## DATA SHOWN:
========

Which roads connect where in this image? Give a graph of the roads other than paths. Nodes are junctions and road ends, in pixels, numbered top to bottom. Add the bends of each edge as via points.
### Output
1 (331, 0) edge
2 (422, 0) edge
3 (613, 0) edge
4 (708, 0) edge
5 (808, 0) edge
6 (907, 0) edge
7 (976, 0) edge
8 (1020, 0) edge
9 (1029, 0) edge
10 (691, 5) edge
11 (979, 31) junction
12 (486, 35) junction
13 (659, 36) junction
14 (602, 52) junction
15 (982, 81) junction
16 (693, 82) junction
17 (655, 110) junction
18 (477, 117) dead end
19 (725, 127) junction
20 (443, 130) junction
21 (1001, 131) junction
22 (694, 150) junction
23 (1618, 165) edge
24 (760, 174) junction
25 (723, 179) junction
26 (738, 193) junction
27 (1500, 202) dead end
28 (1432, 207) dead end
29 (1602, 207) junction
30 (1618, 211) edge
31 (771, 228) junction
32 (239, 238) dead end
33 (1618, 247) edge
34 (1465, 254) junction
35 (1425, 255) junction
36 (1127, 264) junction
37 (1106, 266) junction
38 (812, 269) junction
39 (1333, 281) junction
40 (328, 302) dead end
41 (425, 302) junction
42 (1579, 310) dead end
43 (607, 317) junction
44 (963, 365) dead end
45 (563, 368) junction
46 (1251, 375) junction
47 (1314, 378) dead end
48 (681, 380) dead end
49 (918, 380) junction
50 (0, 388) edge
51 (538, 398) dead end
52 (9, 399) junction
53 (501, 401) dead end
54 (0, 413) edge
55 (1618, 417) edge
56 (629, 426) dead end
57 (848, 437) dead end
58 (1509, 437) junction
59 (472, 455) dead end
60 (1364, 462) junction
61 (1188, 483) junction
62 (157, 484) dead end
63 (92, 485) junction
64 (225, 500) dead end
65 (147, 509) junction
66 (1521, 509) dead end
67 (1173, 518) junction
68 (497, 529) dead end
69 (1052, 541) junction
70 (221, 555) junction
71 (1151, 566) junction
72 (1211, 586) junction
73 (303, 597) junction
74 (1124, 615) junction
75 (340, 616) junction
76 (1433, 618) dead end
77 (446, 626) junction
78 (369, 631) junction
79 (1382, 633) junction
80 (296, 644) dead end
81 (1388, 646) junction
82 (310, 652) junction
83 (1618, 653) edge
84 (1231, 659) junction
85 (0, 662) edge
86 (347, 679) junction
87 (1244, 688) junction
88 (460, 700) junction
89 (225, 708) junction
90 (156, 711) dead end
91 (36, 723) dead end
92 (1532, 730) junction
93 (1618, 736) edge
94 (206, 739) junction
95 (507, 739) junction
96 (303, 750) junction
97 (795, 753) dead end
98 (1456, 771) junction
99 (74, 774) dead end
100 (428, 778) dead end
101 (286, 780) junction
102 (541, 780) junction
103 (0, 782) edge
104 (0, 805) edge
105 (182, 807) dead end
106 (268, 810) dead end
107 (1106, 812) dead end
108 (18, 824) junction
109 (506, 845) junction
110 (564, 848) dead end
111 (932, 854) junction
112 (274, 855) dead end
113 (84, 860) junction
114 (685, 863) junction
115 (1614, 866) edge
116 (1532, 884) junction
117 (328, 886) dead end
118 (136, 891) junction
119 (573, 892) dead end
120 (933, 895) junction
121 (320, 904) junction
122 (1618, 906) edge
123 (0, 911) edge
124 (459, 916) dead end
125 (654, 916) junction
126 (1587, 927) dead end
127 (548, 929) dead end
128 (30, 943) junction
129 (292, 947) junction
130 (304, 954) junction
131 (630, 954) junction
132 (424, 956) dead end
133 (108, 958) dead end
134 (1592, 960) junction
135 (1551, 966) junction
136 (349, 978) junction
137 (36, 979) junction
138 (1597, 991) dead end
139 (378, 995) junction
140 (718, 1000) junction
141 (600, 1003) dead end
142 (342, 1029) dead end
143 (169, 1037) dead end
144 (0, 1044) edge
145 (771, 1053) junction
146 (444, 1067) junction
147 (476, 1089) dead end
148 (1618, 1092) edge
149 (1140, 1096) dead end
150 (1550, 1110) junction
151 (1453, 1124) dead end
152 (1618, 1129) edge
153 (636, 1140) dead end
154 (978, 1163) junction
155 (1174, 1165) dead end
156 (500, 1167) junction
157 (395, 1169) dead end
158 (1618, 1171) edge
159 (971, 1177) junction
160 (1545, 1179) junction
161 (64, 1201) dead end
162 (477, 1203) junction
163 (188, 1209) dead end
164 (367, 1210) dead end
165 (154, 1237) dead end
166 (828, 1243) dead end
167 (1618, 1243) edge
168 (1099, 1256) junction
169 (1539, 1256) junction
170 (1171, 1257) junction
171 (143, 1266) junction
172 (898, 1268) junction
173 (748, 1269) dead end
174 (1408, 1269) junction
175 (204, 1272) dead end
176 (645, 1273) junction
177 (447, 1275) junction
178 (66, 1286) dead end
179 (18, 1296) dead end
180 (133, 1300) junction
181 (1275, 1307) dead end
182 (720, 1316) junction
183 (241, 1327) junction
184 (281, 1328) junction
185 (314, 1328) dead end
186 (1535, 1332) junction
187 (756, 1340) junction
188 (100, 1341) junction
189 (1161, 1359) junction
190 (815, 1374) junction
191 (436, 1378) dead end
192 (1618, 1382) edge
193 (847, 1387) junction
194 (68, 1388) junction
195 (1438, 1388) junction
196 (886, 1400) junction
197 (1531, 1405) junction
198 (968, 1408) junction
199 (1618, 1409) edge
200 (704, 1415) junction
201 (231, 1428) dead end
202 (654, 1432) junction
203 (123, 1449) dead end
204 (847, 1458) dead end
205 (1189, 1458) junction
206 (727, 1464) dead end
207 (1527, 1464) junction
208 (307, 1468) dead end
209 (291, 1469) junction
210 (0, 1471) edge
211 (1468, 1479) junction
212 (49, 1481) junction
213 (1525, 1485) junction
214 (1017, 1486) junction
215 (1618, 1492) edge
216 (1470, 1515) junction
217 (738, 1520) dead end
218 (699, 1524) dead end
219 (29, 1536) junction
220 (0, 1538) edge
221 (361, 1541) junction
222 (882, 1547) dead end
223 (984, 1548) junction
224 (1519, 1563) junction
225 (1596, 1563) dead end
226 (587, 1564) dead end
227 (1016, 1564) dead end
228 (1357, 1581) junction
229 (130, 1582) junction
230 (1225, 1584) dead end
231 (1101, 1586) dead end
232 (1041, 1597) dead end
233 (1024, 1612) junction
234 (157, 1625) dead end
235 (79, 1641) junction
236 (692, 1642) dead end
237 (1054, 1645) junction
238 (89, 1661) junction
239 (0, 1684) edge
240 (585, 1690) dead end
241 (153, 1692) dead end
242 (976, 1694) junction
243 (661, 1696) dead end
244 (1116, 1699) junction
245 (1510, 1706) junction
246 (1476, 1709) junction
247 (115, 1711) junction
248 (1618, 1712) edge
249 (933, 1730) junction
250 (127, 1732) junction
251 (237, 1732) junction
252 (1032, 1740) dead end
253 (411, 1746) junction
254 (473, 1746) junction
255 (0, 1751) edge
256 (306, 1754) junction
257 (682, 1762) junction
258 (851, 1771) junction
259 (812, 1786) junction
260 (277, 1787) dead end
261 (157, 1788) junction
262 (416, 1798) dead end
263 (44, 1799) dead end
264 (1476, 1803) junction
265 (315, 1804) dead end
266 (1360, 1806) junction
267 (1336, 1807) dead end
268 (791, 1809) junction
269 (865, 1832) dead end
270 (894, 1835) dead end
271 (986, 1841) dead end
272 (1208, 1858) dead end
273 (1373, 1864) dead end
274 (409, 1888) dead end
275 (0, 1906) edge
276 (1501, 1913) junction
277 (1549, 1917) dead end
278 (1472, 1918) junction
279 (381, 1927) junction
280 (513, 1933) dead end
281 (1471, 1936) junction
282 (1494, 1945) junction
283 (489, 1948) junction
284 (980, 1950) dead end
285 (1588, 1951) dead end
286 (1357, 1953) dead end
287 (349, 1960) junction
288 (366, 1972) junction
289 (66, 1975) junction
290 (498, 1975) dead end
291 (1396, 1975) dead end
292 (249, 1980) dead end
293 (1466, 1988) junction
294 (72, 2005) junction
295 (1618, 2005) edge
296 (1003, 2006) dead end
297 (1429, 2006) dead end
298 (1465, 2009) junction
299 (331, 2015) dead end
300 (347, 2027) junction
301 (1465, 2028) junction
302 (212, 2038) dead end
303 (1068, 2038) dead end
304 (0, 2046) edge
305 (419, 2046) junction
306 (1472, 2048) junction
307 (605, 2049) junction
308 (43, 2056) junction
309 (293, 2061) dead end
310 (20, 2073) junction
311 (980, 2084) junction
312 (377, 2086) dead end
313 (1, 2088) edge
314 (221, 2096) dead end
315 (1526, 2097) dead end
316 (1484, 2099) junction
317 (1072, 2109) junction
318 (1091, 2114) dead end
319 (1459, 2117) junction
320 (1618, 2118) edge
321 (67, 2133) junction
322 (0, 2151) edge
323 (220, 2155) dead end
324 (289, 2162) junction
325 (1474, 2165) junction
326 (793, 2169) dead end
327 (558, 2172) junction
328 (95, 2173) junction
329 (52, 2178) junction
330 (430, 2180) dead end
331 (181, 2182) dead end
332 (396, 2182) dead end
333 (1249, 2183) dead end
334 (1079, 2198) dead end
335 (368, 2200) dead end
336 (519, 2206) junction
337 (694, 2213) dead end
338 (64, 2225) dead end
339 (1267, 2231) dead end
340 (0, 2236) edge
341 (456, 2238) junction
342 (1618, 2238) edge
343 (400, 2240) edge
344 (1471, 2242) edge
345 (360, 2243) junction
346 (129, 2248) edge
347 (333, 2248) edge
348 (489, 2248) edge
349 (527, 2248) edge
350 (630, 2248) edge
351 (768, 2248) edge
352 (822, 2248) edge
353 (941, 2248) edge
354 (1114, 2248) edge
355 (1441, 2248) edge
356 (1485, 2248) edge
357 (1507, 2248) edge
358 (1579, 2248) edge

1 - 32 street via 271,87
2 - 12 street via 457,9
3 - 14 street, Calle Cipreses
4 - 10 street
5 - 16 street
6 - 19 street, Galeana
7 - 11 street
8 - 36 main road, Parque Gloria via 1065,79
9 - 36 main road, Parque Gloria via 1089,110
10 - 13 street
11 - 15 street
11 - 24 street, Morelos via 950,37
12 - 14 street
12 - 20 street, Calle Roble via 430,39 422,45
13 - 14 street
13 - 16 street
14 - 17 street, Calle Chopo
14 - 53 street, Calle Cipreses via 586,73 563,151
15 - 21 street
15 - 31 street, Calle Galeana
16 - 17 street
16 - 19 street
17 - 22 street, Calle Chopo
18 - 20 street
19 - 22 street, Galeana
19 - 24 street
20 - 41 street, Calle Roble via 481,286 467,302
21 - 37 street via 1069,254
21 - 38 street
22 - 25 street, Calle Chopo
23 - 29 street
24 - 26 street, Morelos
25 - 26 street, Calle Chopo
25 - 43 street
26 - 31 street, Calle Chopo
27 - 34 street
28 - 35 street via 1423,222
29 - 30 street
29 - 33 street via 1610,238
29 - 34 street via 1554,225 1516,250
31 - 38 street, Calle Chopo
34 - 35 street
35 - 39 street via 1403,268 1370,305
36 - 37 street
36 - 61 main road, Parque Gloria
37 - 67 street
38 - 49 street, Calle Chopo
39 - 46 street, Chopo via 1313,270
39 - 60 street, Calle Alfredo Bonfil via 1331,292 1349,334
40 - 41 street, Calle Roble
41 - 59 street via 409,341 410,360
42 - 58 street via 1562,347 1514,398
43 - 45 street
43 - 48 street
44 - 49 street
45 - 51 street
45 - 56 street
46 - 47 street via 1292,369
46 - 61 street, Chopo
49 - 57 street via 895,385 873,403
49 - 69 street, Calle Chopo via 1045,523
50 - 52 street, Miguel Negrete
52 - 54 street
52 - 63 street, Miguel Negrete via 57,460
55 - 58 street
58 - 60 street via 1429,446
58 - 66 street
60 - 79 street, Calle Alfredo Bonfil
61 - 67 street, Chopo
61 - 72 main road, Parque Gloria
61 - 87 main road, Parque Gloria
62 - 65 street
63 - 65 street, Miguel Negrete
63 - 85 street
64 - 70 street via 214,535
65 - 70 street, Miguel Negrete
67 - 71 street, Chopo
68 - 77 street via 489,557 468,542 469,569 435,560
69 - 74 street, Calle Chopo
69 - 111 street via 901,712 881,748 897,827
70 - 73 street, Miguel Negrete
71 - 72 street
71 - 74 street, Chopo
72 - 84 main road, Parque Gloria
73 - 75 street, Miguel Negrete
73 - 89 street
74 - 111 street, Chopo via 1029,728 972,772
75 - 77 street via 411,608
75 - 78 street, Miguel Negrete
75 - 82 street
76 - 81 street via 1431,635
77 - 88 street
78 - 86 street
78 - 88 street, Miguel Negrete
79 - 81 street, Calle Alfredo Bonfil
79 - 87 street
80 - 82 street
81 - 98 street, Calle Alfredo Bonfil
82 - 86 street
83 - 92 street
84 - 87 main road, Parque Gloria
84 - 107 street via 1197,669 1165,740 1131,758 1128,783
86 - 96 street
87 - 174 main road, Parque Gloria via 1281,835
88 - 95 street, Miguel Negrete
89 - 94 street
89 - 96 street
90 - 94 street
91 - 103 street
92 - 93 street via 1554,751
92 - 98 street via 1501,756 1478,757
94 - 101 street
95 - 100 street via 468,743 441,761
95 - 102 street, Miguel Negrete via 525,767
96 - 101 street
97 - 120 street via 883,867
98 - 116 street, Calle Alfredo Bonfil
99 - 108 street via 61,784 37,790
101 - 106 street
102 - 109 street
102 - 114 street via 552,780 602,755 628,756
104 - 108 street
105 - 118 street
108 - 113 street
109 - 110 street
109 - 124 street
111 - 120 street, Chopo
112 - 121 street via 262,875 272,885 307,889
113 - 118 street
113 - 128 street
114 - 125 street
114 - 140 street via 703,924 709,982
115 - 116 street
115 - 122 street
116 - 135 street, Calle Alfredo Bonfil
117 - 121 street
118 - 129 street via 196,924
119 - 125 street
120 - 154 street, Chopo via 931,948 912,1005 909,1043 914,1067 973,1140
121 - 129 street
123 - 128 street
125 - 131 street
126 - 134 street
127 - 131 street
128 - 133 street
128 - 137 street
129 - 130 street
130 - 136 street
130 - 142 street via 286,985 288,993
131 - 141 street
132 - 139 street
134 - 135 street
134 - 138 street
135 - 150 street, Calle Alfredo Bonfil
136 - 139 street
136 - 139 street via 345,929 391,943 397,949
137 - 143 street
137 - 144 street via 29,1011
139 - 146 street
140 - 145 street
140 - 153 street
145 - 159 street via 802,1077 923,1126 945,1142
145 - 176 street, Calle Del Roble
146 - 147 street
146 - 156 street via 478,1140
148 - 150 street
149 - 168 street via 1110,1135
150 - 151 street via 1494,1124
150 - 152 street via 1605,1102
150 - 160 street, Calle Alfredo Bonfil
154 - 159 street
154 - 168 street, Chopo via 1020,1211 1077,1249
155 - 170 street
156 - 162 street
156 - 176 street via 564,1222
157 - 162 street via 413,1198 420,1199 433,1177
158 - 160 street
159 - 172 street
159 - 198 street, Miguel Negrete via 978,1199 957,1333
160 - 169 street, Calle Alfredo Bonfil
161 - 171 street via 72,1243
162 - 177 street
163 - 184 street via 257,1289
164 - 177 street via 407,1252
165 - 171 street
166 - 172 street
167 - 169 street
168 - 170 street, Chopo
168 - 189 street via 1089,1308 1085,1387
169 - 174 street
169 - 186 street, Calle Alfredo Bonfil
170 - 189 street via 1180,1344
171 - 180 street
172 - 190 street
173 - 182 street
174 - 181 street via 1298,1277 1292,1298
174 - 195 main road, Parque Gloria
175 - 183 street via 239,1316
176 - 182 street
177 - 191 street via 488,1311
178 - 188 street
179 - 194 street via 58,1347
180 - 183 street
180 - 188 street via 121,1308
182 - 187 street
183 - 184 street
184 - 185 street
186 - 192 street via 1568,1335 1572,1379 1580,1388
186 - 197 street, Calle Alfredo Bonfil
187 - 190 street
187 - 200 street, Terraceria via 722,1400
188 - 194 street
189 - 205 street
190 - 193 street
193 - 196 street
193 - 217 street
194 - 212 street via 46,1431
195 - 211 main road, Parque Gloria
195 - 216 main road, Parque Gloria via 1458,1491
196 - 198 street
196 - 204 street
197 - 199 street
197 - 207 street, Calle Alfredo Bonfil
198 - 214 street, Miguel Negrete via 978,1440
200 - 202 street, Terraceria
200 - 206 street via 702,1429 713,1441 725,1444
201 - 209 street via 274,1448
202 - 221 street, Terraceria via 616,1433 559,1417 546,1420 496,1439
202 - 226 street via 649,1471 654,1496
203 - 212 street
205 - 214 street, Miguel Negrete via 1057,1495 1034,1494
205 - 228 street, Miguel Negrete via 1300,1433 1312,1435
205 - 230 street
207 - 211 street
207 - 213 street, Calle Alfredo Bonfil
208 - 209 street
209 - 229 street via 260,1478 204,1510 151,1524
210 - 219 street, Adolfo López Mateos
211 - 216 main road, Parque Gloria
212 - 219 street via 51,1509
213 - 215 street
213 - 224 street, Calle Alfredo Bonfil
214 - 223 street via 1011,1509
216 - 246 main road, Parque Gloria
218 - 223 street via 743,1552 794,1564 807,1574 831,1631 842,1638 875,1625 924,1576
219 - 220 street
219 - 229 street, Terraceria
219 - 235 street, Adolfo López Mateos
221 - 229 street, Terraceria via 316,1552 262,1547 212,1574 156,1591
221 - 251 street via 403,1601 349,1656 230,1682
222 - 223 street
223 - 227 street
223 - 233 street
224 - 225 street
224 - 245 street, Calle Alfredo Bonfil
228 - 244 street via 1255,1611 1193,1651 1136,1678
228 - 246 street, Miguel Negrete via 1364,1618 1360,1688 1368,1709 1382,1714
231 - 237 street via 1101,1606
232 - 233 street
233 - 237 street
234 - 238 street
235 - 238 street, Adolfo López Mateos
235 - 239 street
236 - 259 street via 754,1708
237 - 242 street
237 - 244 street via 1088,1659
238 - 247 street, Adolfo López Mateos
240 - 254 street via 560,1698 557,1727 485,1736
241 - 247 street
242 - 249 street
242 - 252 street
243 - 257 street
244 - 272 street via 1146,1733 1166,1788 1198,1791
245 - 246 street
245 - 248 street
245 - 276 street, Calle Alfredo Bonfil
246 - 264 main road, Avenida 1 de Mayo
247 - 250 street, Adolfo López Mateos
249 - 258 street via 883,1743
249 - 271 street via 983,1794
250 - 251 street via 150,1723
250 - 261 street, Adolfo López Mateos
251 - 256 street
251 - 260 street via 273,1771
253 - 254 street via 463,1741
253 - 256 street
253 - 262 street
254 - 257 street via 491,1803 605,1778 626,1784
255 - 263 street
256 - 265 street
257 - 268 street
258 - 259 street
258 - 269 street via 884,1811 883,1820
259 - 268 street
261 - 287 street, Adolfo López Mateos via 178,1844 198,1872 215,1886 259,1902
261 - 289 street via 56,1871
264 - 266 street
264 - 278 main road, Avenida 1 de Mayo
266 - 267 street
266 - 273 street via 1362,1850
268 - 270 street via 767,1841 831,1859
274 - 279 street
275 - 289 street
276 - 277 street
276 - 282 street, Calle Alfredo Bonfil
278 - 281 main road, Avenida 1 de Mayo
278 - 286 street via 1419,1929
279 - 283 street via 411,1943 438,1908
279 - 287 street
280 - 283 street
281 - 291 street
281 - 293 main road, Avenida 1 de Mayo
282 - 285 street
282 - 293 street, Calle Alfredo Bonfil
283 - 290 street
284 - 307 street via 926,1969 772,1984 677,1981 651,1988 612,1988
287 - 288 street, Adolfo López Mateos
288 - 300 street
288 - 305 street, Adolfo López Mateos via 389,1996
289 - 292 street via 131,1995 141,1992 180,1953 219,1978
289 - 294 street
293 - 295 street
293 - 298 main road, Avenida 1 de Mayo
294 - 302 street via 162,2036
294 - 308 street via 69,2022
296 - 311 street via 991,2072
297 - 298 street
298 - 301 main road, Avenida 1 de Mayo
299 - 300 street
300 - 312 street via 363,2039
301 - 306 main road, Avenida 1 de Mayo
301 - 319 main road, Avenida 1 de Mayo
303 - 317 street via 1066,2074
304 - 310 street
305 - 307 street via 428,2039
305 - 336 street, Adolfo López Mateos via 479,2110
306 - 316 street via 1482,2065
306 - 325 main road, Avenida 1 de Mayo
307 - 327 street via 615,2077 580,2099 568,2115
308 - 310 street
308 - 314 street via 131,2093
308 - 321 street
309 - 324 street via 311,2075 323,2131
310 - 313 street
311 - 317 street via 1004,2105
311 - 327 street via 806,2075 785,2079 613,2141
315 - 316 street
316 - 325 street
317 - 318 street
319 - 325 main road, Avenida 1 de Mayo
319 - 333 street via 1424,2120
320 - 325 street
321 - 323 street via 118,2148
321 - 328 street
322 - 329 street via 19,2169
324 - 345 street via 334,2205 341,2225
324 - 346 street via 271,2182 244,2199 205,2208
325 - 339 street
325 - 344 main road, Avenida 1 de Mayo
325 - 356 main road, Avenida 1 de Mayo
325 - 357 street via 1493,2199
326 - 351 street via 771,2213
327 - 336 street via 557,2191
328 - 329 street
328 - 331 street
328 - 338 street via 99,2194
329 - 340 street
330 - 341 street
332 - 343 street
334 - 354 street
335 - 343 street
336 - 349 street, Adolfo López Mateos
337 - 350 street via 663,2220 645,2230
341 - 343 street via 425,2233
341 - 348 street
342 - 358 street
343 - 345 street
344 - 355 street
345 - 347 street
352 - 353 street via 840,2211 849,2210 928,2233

========

## WHAT TO WORK ON:
If a line of the listing contains the word "Roble", count it; then give the total and nothing else.

## RESPONSE TO THE TASK:
4